▸ What you should do:
Repeat the entries below exactly, missing none.

(Records for processing begins)

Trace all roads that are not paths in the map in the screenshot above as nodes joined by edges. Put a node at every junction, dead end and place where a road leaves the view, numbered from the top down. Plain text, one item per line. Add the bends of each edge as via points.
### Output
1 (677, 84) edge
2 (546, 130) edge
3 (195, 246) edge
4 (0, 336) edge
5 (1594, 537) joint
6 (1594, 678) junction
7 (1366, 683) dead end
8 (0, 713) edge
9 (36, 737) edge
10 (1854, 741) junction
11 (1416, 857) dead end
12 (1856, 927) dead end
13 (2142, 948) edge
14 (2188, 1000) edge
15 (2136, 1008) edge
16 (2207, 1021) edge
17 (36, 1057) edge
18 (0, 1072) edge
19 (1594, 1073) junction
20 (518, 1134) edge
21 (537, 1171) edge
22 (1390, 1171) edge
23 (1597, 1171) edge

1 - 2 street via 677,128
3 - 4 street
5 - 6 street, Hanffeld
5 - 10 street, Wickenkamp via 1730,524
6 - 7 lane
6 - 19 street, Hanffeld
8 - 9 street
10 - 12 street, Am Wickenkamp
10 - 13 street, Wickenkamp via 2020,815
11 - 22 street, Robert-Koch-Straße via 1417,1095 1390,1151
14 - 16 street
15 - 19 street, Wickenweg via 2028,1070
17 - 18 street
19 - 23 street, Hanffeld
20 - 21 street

(Records for processing ends)

▸ Your response:
Trace all roads that are not paths in the map in the screenshot above as nodes joined by edges. Put a node at every junction, dead end and place where a road leaves the view, numbered from the top down. Plain text, one item per line. Add the bends of each edge as via points.
### Output
1 (677, 84) edge
2 (546, 130) edge
3 (195, 246) edge
4 (0, 336) edge
5 (1594, 537) joint
6 (1594, 678) junction
7 (1366, 683) dead end
8 (0, 713) edge
9 (36, 737) edge
10 (1854, 741) junction
11 (1416, 857) dead end
12 (1856, 927) dead end
13 (2142, 948) edge
14 (2188, 1000) edge
15 (2136, 1008) edge
16 (2207, 1021) edge
17 (36, 1057) edge
18 (0, 1072) edge
19 (1594, 1073) junction
20 (518, 1134) edge
21 (537, 1171) edge
22 (1390, 1171) edge
23 (1597, 1171) edge

1 - 2 street via 677,128
3 - 4 street
5 - 6 street, Hanffeld
5 - 10 street, Wickenkamp via 1730,524
6 - 7 lane
6 - 19 street, Hanffeld
8 - 9 street
10 - 12 street, Am Wickenkamp
10 - 13 street, Wickenkamp via 2020,815
11 - 22 street, Robert-Koch-Straße via 1417,1095 1390,1151
14 - 16 street
15 - 19 street, Wickenweg via 2028,1070
17 - 18 street
19 - 23 street, Hanffeld
20 - 21 street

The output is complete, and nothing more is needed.